--- What is expected ---
What is the number of lines in the data below that hold the word "Trail"? Give nothing beyond that number.

[Data to examine Boundary: Start]

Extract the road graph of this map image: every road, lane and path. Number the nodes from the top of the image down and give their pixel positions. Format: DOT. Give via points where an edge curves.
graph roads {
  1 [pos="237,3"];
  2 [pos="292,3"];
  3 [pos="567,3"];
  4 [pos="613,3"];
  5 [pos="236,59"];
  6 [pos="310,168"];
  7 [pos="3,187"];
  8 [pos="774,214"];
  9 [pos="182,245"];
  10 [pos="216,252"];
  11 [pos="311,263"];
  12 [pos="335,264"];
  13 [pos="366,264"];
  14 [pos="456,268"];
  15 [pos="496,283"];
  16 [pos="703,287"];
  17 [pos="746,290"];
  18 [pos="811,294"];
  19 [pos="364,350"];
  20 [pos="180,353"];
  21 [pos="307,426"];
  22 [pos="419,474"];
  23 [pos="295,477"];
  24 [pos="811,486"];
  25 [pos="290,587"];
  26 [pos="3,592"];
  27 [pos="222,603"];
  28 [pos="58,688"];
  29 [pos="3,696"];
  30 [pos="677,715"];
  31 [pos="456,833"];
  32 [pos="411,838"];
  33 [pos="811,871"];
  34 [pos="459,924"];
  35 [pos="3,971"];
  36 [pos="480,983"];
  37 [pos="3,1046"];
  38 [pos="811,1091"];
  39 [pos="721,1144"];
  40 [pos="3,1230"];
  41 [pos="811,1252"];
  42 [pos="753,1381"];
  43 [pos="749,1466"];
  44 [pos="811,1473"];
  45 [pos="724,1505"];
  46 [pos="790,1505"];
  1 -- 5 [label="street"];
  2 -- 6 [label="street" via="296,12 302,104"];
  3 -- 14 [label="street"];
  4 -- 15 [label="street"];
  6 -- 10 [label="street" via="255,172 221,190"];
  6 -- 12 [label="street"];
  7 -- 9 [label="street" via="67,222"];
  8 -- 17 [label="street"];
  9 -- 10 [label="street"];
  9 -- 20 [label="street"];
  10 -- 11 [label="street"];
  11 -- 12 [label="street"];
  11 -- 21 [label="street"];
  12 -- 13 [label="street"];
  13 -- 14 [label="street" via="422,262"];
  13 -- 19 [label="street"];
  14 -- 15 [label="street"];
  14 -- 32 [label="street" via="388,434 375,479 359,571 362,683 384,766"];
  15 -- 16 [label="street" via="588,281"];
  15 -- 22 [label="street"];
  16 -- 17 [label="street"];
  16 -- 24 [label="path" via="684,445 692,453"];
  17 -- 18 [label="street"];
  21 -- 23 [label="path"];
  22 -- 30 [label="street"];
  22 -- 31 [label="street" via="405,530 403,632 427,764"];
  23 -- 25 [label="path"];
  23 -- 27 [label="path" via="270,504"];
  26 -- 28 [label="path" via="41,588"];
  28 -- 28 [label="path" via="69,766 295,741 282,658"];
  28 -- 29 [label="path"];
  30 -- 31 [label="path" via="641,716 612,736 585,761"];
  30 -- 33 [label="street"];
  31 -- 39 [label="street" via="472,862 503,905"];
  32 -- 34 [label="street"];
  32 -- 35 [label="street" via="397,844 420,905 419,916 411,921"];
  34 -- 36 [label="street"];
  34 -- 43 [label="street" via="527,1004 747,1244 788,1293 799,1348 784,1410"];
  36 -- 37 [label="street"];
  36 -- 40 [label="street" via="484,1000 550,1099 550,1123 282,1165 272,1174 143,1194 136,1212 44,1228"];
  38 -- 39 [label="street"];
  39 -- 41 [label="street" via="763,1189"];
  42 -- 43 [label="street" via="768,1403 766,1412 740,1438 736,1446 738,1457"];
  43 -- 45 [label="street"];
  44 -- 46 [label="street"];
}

[Data to examine Boundary: End]
[Data to examine Boundary: Start]

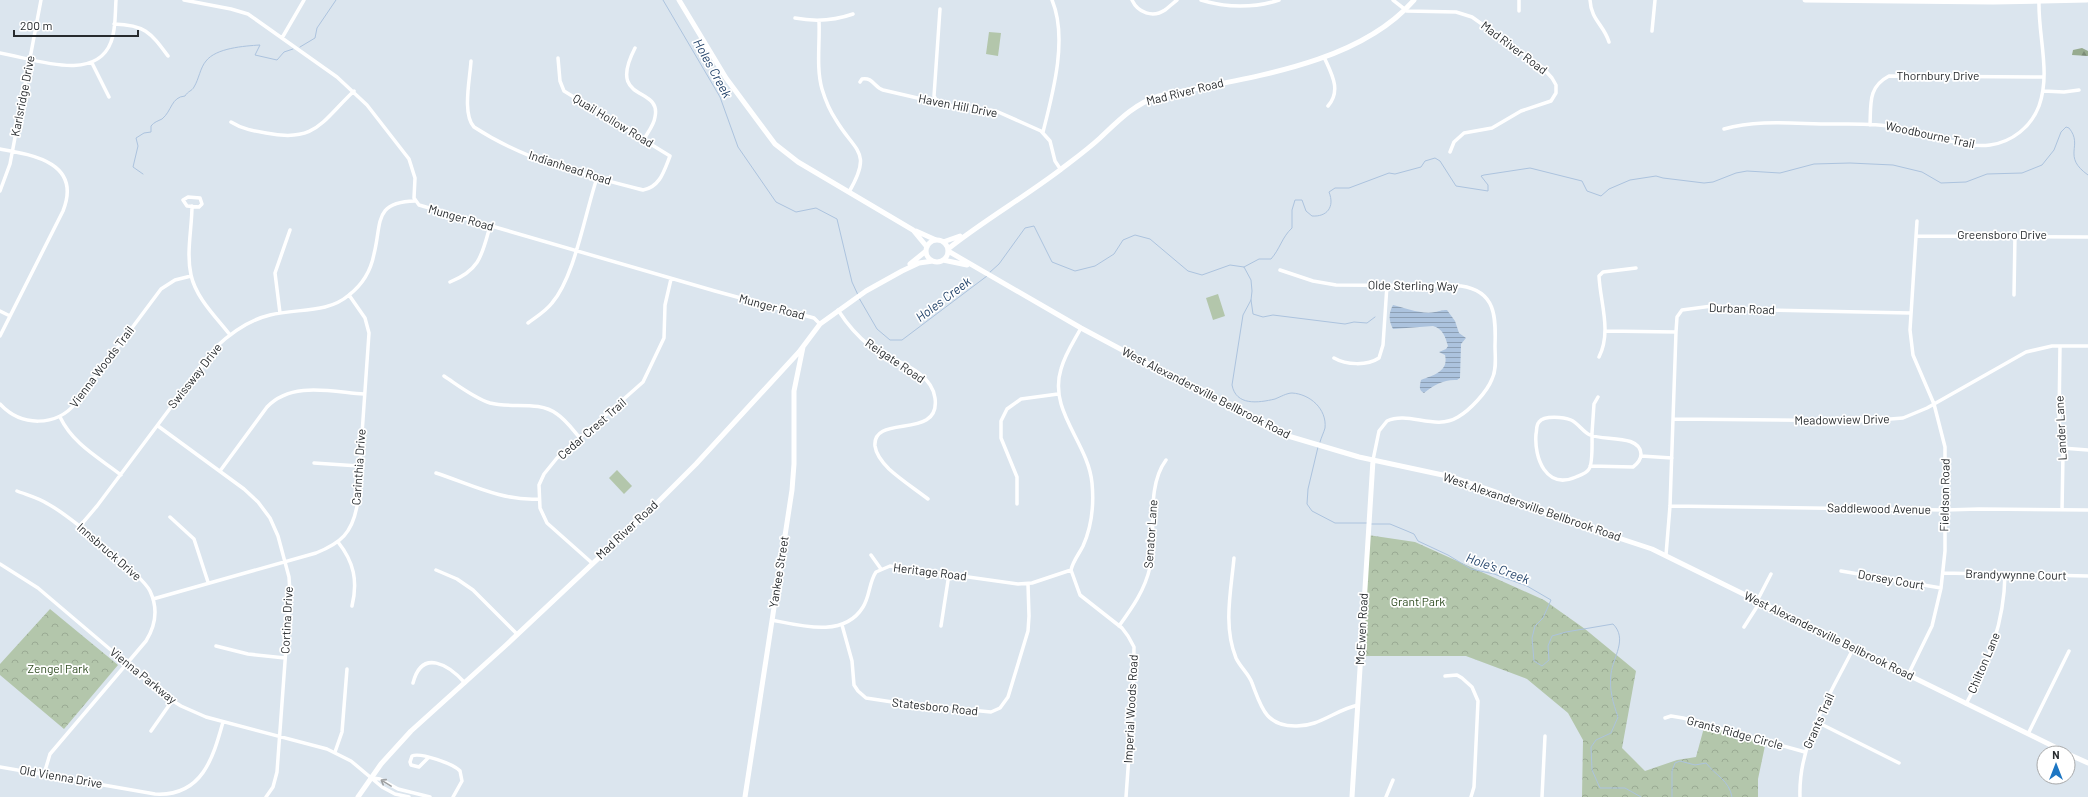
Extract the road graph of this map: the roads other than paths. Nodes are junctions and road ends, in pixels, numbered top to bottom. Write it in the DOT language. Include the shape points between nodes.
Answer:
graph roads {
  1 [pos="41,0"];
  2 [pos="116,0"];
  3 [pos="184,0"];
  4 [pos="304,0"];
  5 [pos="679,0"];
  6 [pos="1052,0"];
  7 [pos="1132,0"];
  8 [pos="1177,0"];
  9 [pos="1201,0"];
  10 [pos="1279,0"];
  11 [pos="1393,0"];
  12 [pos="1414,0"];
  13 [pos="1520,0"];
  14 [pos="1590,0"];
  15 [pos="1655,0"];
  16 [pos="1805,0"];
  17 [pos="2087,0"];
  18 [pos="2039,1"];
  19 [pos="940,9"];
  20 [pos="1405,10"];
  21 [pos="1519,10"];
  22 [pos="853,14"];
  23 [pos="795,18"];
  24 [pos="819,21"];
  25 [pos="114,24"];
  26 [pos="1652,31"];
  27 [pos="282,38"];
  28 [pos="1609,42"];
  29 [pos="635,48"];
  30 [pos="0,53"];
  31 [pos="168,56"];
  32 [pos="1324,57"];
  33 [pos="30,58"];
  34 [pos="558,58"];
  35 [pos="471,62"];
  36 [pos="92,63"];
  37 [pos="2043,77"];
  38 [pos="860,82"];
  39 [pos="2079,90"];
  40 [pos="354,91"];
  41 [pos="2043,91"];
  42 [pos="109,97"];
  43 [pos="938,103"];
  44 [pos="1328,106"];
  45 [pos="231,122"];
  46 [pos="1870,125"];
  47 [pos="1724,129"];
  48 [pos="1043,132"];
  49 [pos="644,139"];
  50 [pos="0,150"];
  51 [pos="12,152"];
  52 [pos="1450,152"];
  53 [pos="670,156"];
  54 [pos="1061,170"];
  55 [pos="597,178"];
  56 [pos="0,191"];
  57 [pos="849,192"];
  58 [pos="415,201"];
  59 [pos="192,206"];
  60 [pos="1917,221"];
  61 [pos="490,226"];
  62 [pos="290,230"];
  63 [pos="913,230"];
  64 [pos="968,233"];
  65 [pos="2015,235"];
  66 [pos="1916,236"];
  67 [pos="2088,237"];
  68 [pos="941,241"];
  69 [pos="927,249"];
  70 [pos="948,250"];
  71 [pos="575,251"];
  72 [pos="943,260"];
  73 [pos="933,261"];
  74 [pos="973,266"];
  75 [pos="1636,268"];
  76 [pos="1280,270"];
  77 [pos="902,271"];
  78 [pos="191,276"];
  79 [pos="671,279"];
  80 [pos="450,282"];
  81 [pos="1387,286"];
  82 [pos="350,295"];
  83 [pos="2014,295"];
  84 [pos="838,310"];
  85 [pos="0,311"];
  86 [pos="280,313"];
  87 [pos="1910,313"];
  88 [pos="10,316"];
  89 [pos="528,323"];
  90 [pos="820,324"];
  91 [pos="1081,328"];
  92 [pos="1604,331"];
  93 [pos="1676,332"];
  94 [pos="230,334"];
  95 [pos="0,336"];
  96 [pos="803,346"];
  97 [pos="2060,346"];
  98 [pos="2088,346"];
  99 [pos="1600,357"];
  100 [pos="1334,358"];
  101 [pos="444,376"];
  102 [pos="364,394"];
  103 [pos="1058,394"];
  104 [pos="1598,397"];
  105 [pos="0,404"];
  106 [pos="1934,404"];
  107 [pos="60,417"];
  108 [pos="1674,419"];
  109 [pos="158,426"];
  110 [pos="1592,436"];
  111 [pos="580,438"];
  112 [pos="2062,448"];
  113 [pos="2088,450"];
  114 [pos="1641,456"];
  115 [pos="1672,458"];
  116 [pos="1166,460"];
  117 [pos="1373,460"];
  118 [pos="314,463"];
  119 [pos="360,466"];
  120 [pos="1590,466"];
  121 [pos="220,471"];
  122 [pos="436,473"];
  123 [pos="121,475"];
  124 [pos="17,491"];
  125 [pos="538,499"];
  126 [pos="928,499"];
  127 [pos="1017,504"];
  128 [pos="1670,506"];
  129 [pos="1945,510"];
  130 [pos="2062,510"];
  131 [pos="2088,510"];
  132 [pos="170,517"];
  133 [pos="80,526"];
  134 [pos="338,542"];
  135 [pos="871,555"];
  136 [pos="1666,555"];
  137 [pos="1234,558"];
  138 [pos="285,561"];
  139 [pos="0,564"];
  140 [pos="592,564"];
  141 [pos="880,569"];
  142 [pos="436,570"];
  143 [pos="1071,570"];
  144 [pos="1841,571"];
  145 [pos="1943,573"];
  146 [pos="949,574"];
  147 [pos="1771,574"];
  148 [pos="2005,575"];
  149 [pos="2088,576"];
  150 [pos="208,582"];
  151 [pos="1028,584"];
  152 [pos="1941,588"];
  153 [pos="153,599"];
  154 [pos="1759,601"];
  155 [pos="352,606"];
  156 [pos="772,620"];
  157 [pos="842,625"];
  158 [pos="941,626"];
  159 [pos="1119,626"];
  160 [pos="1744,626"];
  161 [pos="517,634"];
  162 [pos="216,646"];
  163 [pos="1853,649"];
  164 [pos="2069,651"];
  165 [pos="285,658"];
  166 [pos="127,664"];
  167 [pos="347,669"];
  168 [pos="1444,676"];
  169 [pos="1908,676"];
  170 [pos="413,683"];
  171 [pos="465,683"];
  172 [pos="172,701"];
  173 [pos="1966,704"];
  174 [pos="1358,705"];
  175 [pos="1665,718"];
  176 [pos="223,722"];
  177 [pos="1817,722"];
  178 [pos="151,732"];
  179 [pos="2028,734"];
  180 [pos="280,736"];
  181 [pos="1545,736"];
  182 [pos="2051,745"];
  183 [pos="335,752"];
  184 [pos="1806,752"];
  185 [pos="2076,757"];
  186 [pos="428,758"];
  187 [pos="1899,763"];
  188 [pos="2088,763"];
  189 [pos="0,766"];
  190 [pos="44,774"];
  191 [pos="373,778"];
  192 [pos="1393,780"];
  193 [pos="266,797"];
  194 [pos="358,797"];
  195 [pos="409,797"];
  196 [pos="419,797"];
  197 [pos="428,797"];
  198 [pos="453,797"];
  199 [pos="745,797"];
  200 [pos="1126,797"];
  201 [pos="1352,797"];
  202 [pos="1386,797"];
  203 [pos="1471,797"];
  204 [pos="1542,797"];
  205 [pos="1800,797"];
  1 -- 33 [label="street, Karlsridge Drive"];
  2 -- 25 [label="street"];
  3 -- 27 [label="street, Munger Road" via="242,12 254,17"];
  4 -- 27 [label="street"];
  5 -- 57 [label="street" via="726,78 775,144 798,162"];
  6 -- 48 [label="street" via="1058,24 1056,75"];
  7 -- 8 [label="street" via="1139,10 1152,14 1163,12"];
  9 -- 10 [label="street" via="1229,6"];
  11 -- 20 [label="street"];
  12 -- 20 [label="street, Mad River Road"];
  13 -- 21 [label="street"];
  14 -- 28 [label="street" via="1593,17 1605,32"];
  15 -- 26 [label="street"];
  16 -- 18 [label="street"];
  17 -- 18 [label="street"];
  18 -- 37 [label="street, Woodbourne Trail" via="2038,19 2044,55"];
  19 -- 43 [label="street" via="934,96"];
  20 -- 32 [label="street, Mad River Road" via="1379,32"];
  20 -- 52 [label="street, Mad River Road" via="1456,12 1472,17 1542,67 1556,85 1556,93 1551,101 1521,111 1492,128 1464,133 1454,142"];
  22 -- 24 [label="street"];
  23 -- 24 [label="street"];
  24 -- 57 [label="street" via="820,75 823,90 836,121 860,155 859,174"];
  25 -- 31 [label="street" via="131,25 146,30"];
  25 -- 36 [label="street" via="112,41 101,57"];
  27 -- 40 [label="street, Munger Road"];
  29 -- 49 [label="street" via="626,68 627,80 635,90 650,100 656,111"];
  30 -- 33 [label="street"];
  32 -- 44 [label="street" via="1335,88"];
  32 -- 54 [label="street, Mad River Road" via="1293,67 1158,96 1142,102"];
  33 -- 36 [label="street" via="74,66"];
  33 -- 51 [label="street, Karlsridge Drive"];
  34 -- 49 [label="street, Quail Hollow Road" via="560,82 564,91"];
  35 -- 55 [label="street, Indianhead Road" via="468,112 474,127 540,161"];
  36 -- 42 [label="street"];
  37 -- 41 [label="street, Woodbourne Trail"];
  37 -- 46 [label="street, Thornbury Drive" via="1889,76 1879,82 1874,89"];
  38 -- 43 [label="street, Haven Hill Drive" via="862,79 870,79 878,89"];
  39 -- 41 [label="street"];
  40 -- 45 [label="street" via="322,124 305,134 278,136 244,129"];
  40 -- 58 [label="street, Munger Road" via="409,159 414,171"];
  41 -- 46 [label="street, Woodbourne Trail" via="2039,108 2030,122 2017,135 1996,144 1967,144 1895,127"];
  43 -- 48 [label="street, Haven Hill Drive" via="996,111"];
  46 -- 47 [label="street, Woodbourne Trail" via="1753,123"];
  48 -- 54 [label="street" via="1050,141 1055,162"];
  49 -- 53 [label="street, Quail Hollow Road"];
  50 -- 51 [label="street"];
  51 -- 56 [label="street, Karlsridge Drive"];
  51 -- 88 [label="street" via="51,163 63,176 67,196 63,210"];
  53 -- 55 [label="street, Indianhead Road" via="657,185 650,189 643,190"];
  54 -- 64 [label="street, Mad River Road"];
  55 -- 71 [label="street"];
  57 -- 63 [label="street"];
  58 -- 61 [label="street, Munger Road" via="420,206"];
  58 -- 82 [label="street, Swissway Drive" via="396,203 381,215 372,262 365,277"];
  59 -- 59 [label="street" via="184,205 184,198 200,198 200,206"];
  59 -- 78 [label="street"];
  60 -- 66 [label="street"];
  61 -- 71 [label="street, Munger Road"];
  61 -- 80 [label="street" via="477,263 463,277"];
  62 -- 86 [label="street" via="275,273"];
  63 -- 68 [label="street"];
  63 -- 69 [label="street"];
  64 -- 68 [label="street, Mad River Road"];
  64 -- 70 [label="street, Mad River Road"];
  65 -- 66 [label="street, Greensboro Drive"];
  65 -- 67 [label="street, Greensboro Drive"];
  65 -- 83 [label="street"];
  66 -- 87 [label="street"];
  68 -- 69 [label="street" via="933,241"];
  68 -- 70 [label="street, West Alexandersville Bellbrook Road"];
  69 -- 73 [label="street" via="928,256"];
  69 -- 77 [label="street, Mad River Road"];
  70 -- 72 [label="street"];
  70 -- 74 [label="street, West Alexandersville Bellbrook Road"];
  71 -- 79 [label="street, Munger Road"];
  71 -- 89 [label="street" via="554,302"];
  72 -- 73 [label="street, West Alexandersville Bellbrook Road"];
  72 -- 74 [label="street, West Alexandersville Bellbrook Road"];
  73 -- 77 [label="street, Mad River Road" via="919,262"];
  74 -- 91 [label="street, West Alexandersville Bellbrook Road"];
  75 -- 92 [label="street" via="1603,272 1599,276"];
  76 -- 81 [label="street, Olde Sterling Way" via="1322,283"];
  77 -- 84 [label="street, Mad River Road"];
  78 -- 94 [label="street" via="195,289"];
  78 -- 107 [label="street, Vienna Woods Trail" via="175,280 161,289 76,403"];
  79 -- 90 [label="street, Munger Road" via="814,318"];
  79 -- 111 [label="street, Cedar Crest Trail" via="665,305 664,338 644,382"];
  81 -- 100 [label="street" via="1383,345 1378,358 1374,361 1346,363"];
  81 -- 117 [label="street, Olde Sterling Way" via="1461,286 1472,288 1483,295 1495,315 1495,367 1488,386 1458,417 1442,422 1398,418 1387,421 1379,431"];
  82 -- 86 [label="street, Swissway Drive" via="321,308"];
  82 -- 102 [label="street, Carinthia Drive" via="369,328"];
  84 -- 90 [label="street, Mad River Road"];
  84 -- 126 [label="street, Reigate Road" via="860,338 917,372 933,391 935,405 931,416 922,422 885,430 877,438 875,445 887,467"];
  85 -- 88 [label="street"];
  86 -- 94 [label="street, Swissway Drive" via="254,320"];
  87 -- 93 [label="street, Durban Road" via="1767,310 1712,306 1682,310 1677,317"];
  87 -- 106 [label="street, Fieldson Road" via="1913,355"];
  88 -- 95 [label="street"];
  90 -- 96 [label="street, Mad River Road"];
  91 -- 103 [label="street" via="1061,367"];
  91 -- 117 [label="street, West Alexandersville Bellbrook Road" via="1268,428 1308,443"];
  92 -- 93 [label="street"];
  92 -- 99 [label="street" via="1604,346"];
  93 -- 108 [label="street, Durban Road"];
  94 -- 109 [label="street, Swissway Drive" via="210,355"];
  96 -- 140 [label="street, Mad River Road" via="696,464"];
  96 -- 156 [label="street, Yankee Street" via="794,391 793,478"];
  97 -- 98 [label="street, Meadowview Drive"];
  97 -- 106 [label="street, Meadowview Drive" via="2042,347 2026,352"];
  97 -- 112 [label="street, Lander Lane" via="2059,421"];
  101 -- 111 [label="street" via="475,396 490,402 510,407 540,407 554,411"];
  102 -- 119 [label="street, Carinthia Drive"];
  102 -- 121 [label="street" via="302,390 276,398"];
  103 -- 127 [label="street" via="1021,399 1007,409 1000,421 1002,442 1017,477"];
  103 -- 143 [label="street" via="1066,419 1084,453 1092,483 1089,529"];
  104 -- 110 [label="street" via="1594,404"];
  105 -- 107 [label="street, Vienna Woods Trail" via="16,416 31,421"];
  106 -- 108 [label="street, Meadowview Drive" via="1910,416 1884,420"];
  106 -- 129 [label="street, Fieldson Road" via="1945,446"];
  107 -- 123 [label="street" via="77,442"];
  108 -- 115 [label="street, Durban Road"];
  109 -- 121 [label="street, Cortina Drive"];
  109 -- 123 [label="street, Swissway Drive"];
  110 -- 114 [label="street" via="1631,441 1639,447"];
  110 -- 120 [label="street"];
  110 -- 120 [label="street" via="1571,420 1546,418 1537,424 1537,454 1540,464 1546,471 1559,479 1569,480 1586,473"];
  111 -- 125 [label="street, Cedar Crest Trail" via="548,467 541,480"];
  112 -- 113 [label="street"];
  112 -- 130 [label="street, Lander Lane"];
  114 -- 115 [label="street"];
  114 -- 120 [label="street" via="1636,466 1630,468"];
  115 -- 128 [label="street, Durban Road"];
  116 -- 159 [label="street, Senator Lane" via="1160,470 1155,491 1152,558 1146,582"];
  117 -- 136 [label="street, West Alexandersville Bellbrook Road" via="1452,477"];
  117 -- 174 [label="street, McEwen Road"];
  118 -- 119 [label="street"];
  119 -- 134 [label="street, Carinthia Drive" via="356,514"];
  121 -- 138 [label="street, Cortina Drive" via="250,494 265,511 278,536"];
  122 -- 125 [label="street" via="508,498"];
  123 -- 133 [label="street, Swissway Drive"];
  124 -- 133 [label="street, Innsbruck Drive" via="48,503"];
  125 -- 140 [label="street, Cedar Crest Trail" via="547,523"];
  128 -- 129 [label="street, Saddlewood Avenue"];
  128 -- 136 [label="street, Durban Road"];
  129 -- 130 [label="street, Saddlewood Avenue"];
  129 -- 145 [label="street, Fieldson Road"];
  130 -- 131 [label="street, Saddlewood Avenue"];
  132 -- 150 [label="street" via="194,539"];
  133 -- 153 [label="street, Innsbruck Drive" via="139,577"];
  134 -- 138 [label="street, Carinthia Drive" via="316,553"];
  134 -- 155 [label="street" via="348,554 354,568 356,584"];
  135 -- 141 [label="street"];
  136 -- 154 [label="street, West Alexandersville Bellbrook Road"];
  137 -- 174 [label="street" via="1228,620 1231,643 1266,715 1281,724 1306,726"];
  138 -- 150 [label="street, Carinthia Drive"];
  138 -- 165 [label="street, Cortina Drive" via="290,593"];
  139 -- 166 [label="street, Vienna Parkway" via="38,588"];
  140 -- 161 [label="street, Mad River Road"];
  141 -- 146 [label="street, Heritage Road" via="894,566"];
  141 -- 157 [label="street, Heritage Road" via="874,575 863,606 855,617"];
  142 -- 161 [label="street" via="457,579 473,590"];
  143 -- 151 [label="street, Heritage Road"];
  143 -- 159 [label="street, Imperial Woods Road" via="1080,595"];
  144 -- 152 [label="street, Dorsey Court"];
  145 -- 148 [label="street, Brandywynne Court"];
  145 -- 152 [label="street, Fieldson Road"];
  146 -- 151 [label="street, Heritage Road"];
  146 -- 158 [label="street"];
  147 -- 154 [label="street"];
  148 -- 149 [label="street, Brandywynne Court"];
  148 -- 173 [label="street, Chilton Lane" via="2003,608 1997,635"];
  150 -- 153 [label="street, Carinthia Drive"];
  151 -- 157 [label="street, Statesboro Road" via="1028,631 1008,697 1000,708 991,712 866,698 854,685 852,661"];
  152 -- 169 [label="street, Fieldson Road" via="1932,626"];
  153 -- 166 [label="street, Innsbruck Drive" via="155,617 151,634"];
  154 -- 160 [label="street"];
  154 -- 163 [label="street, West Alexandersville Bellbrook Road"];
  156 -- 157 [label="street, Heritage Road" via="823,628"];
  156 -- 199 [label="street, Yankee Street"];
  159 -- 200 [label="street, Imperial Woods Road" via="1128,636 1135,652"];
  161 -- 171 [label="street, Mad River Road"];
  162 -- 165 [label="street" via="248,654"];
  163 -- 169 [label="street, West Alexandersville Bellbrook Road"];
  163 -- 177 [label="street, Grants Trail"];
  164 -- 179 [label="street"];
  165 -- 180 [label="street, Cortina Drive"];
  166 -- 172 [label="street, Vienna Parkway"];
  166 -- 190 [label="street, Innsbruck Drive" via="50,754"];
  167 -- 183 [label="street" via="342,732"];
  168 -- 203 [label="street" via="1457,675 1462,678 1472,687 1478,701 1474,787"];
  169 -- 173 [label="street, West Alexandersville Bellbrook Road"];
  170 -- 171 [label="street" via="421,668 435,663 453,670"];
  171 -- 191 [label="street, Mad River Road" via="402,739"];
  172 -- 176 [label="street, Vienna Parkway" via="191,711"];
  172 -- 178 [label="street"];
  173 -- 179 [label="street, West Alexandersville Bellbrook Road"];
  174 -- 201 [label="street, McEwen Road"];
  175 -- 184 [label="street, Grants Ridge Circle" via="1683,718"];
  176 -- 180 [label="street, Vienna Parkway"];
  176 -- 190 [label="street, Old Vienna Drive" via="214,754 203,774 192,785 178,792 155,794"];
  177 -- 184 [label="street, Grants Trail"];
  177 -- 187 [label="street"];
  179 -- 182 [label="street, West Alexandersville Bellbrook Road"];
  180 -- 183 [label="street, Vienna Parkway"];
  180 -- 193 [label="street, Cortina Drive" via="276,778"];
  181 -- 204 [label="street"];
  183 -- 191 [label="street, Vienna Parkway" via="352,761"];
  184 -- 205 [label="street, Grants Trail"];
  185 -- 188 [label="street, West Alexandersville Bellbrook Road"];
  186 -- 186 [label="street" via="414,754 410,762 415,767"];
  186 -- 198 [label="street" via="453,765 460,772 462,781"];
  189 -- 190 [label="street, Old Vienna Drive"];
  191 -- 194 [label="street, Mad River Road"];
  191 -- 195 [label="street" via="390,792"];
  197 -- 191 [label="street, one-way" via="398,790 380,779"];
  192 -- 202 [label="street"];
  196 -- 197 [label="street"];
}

[Data to examine Boundary: End]

--- Response box ---
12